Start of Supplied entries
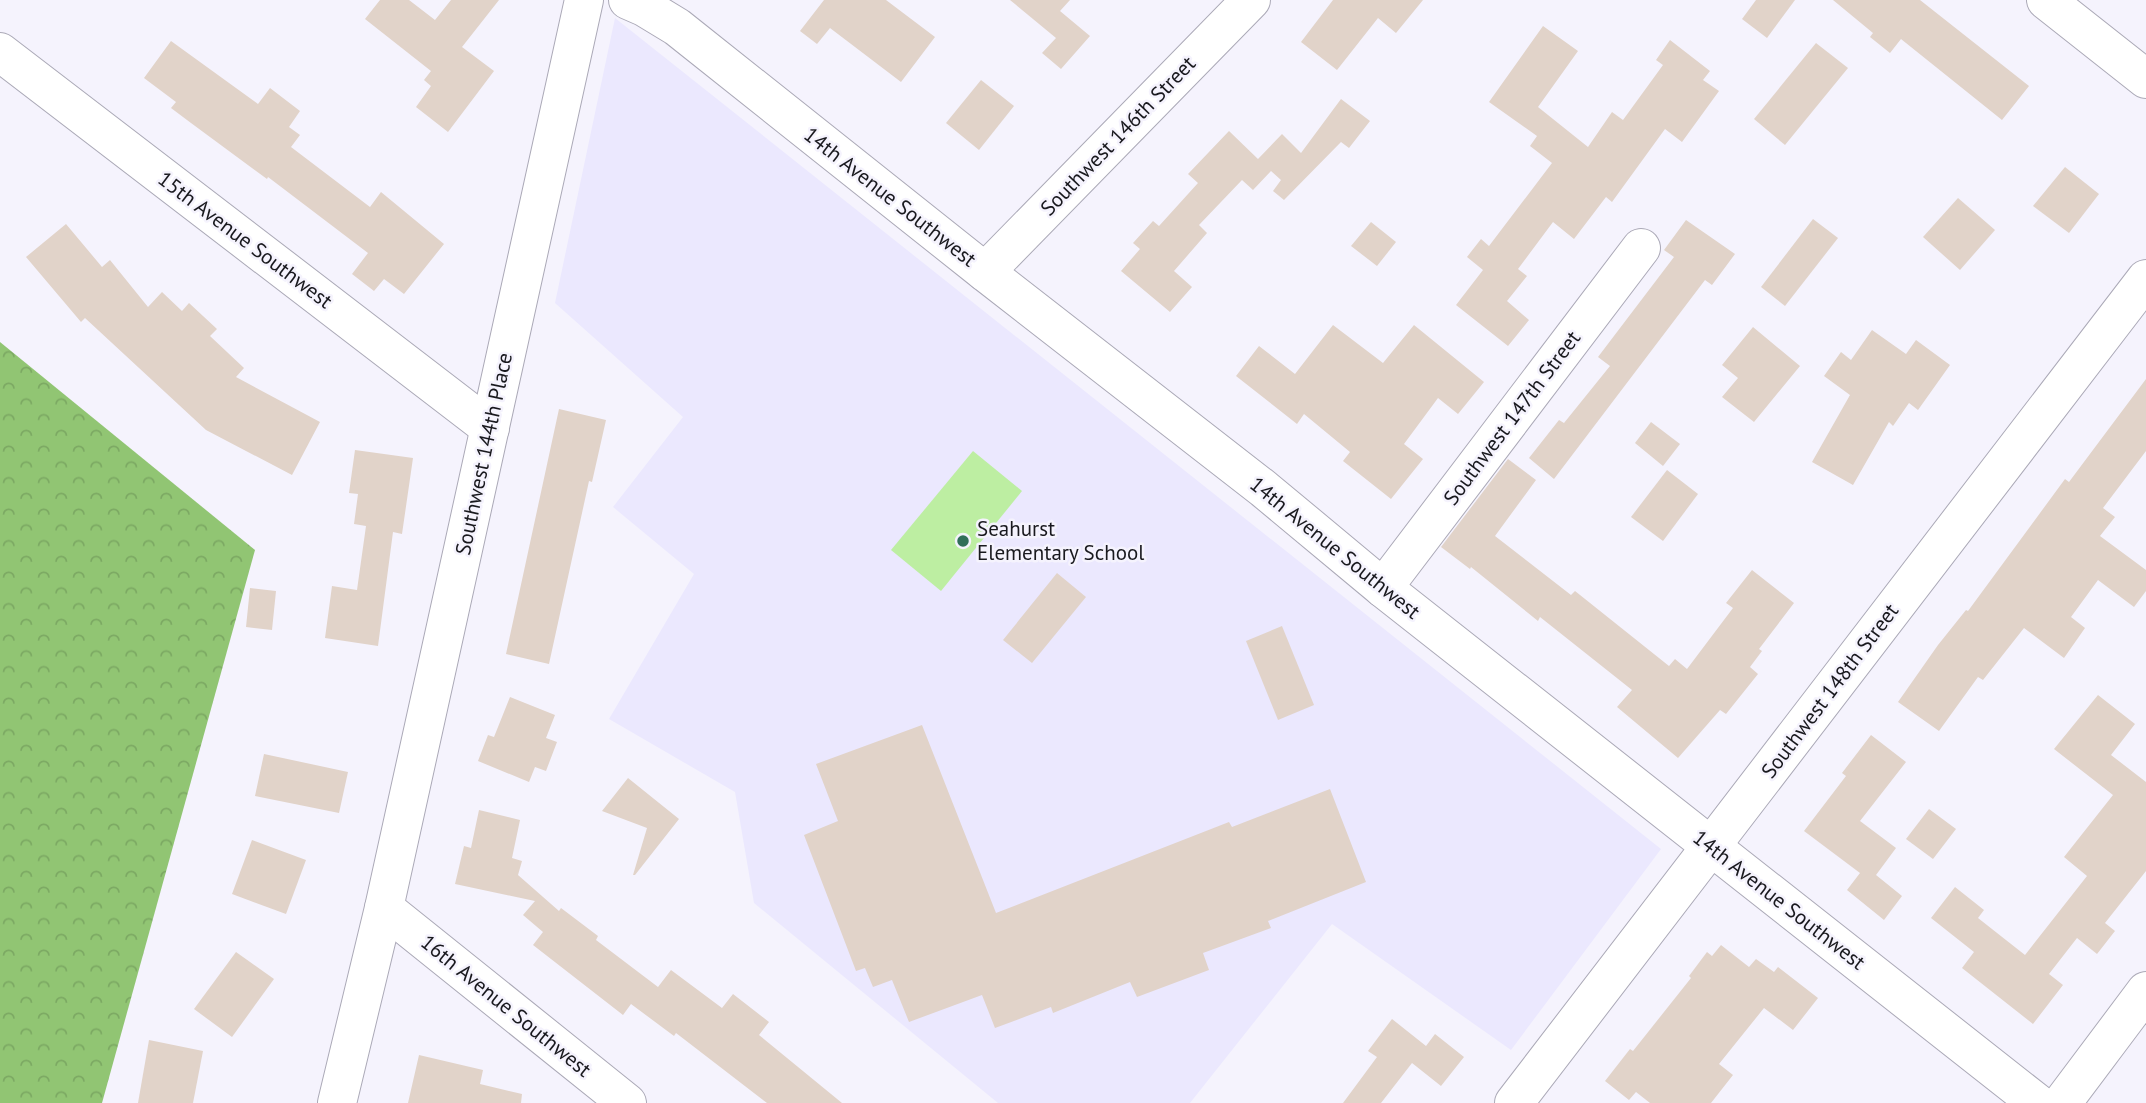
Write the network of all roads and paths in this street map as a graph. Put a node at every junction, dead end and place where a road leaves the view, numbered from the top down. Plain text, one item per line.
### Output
1 (584, 0) edge
2 (628, 0) edge
3 (1251, 0) edge
4 (2046, 0) edge
5 (0, 52) edge
6 (2146, 79) edge
7 (1641, 248) dead end
8 (985, 272) junction
9 (2146, 279) edge
10 (490, 428) junction
11 (1383, 588) junction
12 (1710, 847) junction
13 (384, 908) junction
14 (2146, 991) edge
15 (337, 1103) edge
16 (627, 1103) edge
17 (1514, 1103) edge
18 (2037, 1103) edge
19 (2062, 1103) edge

1 - 10 street, Southwest 144th Place
2 - 8 street, 14th Avenue Southwest
3 - 8 street, Southwest 146th Street
4 - 6 street
5 - 10 street, 15th Avenue Southwest
7 - 11 street, Southwest 147th Street
8 - 11 street, 14th Avenue Southwest
9 - 12 street, Southwest 148th Street
10 - 13 street, Southwest 144th Place
11 - 12 street, 14th Avenue Southwest
12 - 17 street, Southwest 148th Street
12 - 18 street, 14th Avenue Southwest
13 - 15 street
13 - 16 street, 16th Avenue Southwest
14 - 19 street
End of Supplied entries
About this task:
Once the pictures are removed, return the entries exactly as they stand.

Task response:
Write the network of all roads and paths in this street map as a graph. Put a node at every junction, dead end and place where a road leaves the view, numbered from the top down. Plain text, one item per line.
### Output
1 (584, 0) edge
2 (628, 0) edge
3 (1251, 0) edge
4 (2046, 0) edge
5 (0, 52) edge
6 (2146, 79) edge
7 (1641, 248) dead end
8 (985, 272) junction
9 (2146, 279) edge
10 (490, 428) junction
11 (1383, 588) junction
12 (1710, 847) junction
13 (384, 908) junction
14 (2146, 991) edge
15 (337, 1103) edge
16 (627, 1103) edge
17 (1514, 1103) edge
18 (2037, 1103) edge
19 (2062, 1103) edge

1 - 10 street, Southwest 144th Place
2 - 8 street, 14th Avenue Southwest
3 - 8 street, Southwest 146th Street
4 - 6 street
5 - 10 street, 15th Avenue Southwest
7 - 11 street, Southwest 147th Street
8 - 11 street, 14th Avenue Southwest
9 - 12 street, Southwest 148th Street
10 - 13 street, Southwest 144th Place
11 - 12 street, 14th Avenue Southwest
12 - 17 street, Southwest 148th Street
12 - 18 street, 14th Avenue Southwest
13 - 15 street
13 - 16 street, 16th Avenue Southwest
14 - 19 street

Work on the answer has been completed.